Jésus fait alors une retraite solitaire au désert, tels les grands prophètes de jadis. Lorsqu’il en sort et apprend l’arrestation de Jean-Baptiste par Hérode Antipas, Jésus regagne la Galilée et commence à prêcher dans les bourgs, prenant la parole dans les synagogues le jour du sabbat, enseignant le peuple dans la campagne ou sur les bords du lac de Génézareth. Il appelle ses premiers disciples, galiléens comme lui; bientôt il en choisit douze. Ce nombre, qui correspond aux douze tribus d’Israël, est souvent regardé comme purement symbolique et il est vrai que certains d’entre eux ne nous sont connus que par un nom sur une liste. Mais, outre la fermeté de la tradition sur ce point, le parallèle de l’organisation essénienne, qui place à sa tête un conseil de la communauté composé de douze hommes, confirme la vraisemblance de ce collège des Douze. C’est l’embryon d’une nouvelle communauté qui se forme autour de Jésus; anciens disciples de Jean, zélotes et même un péager s’y côtoient. Abandonnant métier et famille, faisant bourse commune, ils vont suivre Jésus, qui les enverra prêcher à leur tour dans les villages de Galilée.

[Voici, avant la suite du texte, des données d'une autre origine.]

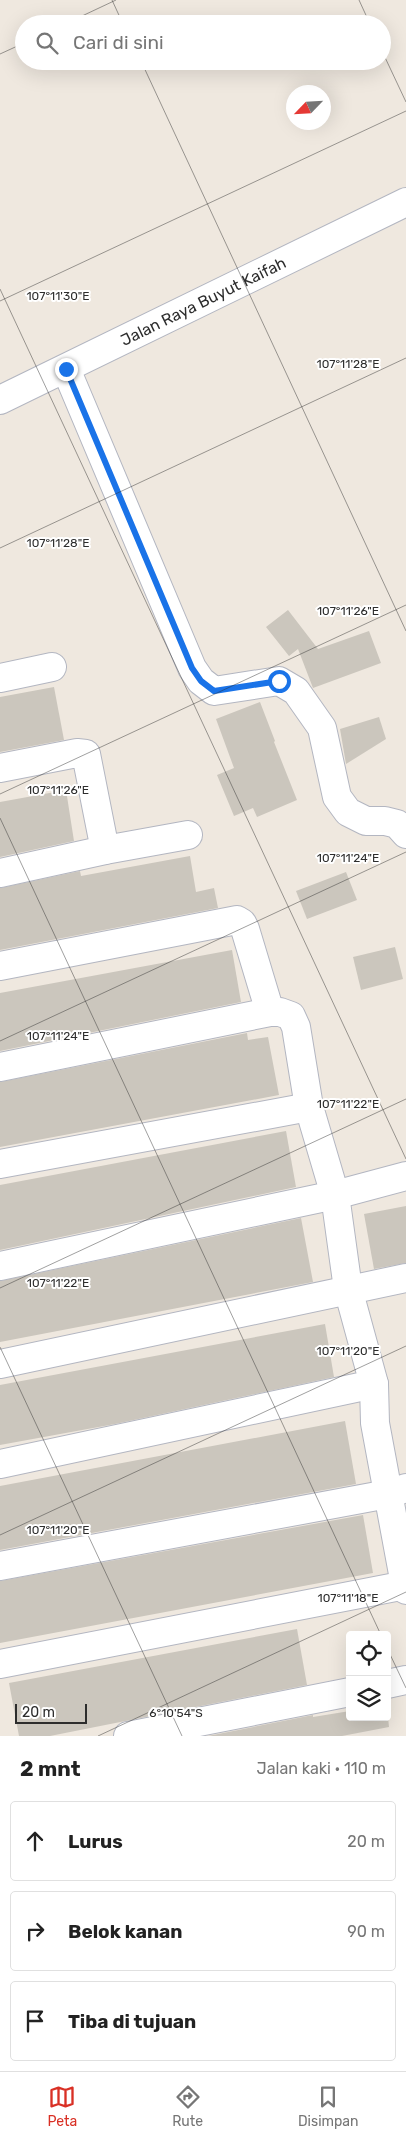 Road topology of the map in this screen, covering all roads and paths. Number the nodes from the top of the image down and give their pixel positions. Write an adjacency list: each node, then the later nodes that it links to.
1 (406, 202): 2 (street, Jalan Raya Buyut Kaifah)
2 (66, 369): 3 (street, Jalan Raya Buyut Kaifah); 7 (street)
3 (0, 400)
4 (52, 667): 5 (street)
5 (0, 678)
6 (0, 768): 9 (street)
7 (406, 834)
8 (188, 835): 9 (street)
9 (105, 850): 10 (street)
10 (0, 873)
11 (0, 966): 12 (street)
12 (270, 1012): 13 (street); 14 (street)
13 (0, 1067)
14 (309, 1107): 15 (street); 17 (street)
15 (0, 1164)
16 (406, 1176): 17 (street)
17 (335, 1195): 18 (street); 20 (street)
18 (0, 1266)
19 (406, 1278): 20 (street)
20 (348, 1290): 21 (street); 22 (street)
21 (0, 1364)
22 (374, 1384): 23 (street); 24 (street)
23 (0, 1464)
24 (397, 1491): 25 (street); 26 (street)
25 (0, 1566)
26 (406, 1587): 27 (street)
27 (0, 1664)
28 (406, 1680): 29 (street)
29 (391, 1683)
30 (346, 1693): 31 (street)
31 (128, 1736)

La chronologie et la géographie des Évangiles sont trop imprécises pour permettre de reconstituer les itinéraires de Jésus et délimiter la durée exacte de son ministère. Les Synoptiques ne mentionnent qu’une fête de Pâques, ce qui réduit cette durée à un an au plus. L’Évangile de Jean, lui, fait état de trois Pâques, ce qui implique un ministère de deux ans au moins, et de plusieurs montées de Jésus à Jérusalem, à l’occasion de diverses fêtes. Ce qui est probable en tout cas, c’est que ce ministère fut court et que plusieurs des déplacements de Jésus sont provoqués soit par la menace d’une arrestation sur l’ordre d’Hérode Antipas (Luc, IX, 9; XIV, 31), soit par l’hostilité de ses adversaires (Jean, IV, 1-3).
S’adressant à tous, ne se détournant pas des humbles et de ceux que les pharisiens regardent comme des «pécheurs», déclarant au contraire que c’est pour eux qu’il est venu, Jésus voit se presser autour de lui les malades, qui abondent dans ces villages de Palestine : aveugles, paralysés, hystériques, fous en liberté, tous ceux qu’on considère comme des démoniaques impurs. Nombreuses sont les guérisons qui lui sont attribuées. Même en éliminant les traits légendaires des récits qui les rapportent, il reste que Jésus passait, aux yeux de ses contemporains, pour avoir le pouvoir de guérir, ou, en termes de l’époque, de «chasser les démons». Ce trait n’étonne pas. Les esséniens pratiquaient l’exorcisme, et Jésus demandait aux pharisiens: «Par qui vos disciples chassent-ils les démons?» Mais la tradition évangélique est soucieuse de montrer que c’est la puissance de Dieu qui se manifeste ainsi en Jésus, qu’il a une autorité particulière dans ses actes comme dans son enseignement. Ses adversaires, eux, affirment que ce pouvoir est d’origine diabolique.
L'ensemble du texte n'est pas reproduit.